Every line of the entries below that carries the string "Jordan" should be copied.

Data provided Start Marker

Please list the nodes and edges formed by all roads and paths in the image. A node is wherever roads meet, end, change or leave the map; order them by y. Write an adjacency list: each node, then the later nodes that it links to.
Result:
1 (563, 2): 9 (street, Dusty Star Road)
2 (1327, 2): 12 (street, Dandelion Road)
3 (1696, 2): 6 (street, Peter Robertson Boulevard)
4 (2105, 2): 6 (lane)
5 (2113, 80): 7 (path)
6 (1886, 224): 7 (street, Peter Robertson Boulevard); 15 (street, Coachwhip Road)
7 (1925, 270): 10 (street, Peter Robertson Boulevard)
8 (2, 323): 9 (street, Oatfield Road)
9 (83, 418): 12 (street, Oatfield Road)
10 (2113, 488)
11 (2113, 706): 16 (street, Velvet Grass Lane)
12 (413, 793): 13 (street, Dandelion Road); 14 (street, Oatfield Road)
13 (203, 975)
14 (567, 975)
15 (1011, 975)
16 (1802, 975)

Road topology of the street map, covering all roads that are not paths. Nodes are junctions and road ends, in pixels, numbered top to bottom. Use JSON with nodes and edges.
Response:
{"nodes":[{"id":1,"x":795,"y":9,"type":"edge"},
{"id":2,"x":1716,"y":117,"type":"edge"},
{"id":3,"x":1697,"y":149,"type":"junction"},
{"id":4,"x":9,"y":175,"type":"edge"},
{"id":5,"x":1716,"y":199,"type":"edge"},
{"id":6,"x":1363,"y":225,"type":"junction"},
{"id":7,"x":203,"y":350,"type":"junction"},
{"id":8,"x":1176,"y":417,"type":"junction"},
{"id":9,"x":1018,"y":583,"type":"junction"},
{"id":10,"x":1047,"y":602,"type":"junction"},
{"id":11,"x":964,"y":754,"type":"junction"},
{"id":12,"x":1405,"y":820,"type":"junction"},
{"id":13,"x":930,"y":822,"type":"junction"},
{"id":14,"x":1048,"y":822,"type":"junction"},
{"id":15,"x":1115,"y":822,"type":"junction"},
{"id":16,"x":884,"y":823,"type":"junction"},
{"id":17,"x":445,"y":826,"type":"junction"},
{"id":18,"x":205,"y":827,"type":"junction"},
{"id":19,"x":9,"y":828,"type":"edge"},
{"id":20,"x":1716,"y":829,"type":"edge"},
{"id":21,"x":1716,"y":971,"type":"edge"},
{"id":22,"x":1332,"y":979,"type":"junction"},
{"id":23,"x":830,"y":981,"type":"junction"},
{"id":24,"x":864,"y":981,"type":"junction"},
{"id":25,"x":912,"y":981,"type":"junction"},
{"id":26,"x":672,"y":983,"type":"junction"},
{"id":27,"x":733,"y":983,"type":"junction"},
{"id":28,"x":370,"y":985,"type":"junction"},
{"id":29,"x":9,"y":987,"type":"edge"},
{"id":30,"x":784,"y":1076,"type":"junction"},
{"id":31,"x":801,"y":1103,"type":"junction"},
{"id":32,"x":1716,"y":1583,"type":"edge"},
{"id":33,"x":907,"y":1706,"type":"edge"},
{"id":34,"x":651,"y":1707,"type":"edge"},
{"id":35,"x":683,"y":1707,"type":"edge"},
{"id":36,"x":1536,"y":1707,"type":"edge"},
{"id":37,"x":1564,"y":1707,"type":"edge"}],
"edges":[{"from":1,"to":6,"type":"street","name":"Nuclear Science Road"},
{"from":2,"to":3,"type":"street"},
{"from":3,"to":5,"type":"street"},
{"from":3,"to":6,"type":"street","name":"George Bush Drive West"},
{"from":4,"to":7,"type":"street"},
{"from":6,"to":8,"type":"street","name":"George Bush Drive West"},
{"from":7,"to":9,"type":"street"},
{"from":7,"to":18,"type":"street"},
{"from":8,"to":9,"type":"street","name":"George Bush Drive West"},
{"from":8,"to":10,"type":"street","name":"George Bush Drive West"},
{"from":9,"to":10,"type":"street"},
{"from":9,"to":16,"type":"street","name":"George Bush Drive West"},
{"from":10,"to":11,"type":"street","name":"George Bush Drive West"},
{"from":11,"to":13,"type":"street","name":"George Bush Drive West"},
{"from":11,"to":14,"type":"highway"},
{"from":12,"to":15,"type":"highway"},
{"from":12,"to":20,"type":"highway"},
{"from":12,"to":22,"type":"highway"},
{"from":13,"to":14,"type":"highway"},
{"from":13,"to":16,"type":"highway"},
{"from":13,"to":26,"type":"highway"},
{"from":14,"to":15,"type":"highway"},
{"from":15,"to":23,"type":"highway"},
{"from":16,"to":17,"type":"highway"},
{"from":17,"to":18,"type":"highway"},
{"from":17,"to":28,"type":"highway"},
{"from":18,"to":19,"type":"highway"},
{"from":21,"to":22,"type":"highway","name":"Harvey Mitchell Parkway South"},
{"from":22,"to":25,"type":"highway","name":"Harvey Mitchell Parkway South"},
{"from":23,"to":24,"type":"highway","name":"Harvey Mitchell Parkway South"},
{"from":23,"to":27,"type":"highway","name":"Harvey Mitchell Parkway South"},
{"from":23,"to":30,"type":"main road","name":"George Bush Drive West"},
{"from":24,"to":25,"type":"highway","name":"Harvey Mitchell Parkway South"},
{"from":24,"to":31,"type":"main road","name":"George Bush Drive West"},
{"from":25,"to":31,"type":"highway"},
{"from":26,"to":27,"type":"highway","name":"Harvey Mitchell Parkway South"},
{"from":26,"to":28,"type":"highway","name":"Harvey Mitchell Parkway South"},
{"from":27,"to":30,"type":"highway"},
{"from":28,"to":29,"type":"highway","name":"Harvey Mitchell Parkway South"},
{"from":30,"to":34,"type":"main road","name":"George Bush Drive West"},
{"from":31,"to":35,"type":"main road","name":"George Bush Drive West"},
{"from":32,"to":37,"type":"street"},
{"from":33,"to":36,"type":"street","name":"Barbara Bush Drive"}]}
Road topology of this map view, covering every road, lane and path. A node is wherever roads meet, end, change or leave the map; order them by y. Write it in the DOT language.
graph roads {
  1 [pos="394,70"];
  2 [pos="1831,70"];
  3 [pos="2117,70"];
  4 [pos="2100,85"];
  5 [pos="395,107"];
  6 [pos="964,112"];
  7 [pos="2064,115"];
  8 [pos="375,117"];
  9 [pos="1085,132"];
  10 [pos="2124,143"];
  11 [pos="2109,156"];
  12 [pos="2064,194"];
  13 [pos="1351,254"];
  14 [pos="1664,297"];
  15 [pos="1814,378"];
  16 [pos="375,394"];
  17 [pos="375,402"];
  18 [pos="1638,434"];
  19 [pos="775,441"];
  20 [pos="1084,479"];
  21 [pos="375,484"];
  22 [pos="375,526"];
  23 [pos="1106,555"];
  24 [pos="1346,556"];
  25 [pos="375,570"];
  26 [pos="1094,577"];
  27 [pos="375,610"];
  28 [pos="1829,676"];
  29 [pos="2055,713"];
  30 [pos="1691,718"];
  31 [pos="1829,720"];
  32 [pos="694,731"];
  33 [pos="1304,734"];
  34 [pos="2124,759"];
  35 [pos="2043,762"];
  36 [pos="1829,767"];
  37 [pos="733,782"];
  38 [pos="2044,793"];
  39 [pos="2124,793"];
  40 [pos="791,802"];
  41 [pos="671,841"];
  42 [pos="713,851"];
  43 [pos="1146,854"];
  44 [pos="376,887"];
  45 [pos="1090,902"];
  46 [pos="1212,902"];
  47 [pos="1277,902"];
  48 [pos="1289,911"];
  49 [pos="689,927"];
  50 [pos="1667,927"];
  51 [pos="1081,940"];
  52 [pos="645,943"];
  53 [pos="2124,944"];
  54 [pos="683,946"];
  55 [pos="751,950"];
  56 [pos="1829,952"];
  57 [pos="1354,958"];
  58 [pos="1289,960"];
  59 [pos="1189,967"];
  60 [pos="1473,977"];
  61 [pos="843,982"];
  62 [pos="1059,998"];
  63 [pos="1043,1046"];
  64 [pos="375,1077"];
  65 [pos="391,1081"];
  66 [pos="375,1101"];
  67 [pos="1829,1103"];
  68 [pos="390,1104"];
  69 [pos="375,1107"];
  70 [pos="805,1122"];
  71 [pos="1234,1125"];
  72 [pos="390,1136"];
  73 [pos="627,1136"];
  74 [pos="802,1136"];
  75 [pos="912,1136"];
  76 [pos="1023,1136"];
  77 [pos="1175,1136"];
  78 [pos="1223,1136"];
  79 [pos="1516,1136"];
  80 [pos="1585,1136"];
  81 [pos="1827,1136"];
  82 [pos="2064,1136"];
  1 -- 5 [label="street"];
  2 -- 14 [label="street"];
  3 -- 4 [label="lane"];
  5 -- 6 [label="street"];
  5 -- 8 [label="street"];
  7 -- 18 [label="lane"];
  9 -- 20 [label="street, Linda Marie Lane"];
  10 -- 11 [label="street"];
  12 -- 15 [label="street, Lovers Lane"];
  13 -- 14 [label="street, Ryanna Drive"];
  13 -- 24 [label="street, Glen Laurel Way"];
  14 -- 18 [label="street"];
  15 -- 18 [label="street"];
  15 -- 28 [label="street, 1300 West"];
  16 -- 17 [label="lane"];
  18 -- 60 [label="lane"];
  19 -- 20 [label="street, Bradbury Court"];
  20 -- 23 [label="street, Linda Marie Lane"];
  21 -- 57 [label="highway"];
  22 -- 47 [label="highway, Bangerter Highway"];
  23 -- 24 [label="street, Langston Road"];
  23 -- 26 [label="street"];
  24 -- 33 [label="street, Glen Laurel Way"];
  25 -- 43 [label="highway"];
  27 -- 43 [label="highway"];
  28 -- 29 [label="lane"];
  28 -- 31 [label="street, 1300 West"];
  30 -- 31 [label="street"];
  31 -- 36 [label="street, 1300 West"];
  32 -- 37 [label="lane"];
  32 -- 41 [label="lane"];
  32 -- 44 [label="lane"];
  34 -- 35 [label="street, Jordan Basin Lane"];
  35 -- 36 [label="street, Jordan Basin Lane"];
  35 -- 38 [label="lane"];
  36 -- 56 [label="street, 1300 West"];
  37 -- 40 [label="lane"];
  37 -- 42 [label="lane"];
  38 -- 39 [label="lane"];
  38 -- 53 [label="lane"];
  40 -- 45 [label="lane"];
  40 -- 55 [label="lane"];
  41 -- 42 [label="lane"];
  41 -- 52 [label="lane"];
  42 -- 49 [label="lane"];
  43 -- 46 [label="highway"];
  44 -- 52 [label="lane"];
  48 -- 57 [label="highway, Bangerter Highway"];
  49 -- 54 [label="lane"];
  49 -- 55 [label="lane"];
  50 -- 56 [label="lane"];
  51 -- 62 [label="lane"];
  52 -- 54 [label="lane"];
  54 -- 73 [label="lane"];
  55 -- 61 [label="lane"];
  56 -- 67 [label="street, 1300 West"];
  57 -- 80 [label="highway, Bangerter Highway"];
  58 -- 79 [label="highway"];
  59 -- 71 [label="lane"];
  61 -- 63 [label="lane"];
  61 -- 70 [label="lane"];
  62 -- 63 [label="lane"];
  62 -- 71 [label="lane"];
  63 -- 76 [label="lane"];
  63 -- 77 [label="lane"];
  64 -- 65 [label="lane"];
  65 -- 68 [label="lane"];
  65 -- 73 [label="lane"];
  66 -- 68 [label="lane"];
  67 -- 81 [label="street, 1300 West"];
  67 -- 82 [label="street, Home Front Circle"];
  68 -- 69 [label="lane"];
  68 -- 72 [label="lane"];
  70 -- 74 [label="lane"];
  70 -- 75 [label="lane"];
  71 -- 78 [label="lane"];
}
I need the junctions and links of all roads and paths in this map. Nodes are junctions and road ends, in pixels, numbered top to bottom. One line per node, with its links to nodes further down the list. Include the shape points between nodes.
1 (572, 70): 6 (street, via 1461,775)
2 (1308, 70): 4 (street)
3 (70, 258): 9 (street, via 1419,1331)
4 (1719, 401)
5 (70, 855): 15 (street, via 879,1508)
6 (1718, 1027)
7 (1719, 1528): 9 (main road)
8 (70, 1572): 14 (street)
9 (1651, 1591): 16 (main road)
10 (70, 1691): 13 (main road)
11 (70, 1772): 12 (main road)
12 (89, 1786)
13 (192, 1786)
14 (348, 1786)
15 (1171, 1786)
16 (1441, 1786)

Data provided End Marker

• Output of the exercise:
  34 -- 35 [label="street, Jordan Basin Lane"];
  35 -- 36 [label="street, Jordan Basin Lane"];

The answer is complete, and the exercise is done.